Where does the word "view" show up in the data? Please find each such line and copy it.

......

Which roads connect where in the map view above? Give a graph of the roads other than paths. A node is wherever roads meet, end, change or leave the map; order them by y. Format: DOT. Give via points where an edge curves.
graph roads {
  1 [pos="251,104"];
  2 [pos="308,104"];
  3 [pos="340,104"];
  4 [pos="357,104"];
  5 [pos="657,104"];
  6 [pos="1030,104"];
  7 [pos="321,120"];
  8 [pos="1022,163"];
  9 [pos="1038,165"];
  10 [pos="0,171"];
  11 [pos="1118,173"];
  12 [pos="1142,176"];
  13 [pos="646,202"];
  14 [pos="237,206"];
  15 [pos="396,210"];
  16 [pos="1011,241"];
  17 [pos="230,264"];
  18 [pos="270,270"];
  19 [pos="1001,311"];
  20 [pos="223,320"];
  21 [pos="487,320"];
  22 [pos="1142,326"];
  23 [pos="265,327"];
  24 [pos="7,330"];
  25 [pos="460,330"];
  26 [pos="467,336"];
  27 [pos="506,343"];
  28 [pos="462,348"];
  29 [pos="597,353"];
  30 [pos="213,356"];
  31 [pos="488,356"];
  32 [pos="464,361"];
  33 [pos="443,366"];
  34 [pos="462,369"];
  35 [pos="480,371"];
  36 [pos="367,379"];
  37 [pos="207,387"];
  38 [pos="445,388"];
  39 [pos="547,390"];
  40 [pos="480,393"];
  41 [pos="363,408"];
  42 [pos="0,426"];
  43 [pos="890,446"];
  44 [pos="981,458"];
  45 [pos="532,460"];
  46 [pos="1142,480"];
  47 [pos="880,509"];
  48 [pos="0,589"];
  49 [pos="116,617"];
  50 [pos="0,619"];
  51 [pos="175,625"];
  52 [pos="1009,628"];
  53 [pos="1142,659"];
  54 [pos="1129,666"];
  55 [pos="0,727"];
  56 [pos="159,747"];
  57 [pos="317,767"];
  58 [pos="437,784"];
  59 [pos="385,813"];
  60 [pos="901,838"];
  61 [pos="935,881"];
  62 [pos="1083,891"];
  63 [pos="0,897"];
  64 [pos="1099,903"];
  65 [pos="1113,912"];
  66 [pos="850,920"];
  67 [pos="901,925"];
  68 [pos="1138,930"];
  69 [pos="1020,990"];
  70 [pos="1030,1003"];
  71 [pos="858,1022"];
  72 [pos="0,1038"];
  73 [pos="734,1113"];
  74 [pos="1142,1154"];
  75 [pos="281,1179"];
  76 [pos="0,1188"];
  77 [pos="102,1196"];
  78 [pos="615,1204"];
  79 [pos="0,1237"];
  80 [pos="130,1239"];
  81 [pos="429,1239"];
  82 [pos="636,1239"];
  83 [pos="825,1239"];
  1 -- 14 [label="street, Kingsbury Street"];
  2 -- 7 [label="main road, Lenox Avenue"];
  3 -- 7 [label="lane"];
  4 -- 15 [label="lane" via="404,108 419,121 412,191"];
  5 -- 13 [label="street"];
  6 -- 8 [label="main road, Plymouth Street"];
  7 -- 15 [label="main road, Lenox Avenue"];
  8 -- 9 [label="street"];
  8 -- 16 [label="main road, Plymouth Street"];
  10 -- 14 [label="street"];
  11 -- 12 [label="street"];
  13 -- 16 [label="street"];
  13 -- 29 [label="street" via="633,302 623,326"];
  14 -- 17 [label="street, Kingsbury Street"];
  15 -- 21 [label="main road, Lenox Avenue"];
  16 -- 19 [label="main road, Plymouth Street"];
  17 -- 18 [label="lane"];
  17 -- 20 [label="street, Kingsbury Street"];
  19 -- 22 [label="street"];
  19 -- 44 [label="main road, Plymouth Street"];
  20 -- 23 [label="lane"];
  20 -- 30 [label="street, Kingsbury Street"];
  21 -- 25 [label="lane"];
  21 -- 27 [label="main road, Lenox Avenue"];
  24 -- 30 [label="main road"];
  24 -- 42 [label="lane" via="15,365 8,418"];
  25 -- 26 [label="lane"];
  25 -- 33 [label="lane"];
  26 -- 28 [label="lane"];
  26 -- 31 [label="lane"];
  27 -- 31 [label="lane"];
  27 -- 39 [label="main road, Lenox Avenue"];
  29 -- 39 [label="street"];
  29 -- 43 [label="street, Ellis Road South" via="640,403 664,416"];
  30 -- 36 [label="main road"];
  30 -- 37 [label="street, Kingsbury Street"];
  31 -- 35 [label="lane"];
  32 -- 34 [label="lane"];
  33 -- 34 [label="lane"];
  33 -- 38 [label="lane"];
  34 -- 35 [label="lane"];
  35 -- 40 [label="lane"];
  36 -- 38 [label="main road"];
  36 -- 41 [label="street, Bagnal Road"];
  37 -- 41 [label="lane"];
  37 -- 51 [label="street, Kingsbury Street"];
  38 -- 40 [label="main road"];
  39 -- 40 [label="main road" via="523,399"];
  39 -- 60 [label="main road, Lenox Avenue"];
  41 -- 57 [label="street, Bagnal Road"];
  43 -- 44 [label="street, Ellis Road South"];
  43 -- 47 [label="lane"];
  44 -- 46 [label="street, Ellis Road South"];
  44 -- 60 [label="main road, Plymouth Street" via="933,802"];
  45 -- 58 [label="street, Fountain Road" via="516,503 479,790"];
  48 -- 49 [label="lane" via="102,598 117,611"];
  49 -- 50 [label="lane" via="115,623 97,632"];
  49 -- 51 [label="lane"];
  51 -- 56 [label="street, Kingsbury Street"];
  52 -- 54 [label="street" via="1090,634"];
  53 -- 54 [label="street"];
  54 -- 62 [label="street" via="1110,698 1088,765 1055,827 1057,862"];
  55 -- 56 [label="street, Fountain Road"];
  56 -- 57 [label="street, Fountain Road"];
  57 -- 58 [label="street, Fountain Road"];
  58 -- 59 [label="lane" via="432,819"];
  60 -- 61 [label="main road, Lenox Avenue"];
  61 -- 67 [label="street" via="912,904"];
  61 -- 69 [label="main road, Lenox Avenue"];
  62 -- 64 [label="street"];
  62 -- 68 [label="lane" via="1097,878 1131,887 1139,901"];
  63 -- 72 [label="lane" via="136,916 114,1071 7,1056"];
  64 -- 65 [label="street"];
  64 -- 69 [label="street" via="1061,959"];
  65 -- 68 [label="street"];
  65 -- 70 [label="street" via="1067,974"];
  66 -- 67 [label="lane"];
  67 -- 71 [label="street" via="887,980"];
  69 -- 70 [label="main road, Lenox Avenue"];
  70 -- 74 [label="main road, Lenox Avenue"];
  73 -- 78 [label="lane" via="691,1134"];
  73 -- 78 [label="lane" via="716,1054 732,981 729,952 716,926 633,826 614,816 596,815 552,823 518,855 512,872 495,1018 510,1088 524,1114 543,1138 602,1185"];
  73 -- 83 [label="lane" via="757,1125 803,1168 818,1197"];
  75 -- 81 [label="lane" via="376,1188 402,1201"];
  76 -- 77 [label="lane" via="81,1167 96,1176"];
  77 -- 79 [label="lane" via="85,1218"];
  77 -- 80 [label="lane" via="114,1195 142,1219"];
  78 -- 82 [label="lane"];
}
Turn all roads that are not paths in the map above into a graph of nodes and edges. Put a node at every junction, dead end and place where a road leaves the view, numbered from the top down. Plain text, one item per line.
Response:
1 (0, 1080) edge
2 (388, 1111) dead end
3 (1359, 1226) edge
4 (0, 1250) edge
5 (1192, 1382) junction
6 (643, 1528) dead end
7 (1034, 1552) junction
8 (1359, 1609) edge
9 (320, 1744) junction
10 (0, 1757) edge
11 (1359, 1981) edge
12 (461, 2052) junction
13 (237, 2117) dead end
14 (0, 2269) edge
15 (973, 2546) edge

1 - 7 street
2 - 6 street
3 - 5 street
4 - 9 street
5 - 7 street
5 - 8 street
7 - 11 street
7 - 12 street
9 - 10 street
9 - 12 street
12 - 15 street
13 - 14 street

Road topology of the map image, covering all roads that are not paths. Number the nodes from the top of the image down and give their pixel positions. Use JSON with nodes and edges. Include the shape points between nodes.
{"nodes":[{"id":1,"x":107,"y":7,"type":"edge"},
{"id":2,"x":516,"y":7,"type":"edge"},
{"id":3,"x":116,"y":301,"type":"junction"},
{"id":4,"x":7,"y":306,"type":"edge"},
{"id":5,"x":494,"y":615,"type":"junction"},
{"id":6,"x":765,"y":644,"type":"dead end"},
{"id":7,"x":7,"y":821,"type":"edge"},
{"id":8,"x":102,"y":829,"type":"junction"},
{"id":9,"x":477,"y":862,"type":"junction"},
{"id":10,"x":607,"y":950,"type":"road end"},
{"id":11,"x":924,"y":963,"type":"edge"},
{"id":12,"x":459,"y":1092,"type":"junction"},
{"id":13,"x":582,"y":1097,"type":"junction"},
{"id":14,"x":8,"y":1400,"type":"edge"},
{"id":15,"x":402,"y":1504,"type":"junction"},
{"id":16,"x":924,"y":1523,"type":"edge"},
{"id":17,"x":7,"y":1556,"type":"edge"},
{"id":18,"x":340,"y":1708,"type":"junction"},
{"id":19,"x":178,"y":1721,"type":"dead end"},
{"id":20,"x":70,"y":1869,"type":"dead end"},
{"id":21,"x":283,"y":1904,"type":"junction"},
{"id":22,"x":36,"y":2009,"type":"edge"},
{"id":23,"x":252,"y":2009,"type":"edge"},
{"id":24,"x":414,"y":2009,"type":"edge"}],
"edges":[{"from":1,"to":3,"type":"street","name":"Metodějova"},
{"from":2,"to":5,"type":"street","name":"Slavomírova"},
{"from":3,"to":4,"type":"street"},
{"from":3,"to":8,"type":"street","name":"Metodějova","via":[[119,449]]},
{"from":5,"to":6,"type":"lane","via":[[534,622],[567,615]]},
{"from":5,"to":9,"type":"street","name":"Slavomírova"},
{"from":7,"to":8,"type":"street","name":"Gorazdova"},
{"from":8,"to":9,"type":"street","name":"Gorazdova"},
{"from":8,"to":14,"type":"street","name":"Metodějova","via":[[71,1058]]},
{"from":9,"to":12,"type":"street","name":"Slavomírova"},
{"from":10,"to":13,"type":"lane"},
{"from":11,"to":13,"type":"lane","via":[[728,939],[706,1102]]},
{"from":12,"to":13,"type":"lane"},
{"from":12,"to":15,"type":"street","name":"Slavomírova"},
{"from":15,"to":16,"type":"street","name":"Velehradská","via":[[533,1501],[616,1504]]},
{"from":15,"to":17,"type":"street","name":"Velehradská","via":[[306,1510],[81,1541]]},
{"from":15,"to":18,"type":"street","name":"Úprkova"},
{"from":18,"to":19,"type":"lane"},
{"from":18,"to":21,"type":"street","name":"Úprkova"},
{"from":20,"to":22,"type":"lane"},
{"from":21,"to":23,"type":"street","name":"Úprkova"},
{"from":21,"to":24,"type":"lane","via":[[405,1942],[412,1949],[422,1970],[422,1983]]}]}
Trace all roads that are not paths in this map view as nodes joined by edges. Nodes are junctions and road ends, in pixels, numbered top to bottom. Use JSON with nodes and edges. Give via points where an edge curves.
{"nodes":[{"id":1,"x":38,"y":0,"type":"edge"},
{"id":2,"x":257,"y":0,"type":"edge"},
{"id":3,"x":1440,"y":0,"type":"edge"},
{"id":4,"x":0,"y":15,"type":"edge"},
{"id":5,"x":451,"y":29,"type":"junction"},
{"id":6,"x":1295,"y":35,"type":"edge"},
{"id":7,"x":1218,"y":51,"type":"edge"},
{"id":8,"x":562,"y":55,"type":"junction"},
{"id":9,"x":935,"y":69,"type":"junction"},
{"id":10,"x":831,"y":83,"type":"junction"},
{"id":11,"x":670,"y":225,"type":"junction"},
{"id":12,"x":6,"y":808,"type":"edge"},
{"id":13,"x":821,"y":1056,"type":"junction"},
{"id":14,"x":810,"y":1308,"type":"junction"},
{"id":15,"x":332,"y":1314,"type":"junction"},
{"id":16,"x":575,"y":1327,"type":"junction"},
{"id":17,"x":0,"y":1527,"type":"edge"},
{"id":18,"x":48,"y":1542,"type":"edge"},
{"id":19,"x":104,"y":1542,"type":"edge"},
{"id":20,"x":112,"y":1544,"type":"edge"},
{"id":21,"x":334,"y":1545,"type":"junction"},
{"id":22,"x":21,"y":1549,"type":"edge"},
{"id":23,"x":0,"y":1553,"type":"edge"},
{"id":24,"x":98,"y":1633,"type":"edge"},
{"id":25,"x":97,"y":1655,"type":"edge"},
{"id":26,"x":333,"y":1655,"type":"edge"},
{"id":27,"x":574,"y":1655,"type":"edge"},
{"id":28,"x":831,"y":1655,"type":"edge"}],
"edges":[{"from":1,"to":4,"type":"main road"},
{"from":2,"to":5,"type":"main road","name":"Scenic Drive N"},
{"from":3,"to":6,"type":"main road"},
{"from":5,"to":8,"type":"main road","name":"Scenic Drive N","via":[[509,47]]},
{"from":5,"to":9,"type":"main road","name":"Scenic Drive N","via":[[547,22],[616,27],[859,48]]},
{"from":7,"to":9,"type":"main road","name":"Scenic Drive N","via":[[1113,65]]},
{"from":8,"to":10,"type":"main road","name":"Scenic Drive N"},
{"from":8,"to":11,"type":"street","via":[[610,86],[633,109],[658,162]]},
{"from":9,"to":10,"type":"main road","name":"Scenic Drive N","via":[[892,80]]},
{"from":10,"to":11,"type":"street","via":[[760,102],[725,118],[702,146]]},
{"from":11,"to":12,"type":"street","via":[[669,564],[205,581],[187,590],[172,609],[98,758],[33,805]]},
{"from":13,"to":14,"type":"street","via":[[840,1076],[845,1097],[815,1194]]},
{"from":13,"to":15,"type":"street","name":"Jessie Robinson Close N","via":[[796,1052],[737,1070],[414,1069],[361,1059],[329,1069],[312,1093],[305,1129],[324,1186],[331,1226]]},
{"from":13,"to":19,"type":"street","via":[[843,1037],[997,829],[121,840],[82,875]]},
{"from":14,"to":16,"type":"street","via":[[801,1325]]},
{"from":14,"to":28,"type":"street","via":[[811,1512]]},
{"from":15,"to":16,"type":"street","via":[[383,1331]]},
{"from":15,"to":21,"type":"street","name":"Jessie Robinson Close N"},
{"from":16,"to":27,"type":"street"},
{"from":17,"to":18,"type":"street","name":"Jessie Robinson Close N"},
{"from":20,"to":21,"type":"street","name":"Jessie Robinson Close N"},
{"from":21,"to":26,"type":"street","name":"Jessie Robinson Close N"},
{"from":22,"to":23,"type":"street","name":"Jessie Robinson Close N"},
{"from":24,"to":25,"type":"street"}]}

......

§ PROBLEM SOLUTION:
Which roads connect where in the map view above? Give a graph of the roads other than paths. A node is wherever roads meet, end, change or leave the map; order them by y. Format: DOT. Give via points where an edge curves.
Turn all roads that are not paths in the map above into a graph of nodes and edges. Put a node at every junction, dead end and place where a road leaves the view, numbered from the top down. Plain text, one item per line.
Trace all roads that are not paths in this map view as nodes joined by edges. Nodes are junctions and road ends, in pixels, numbered top to bottom. Use JSON with nodes and edges. Give via points where an edge curves.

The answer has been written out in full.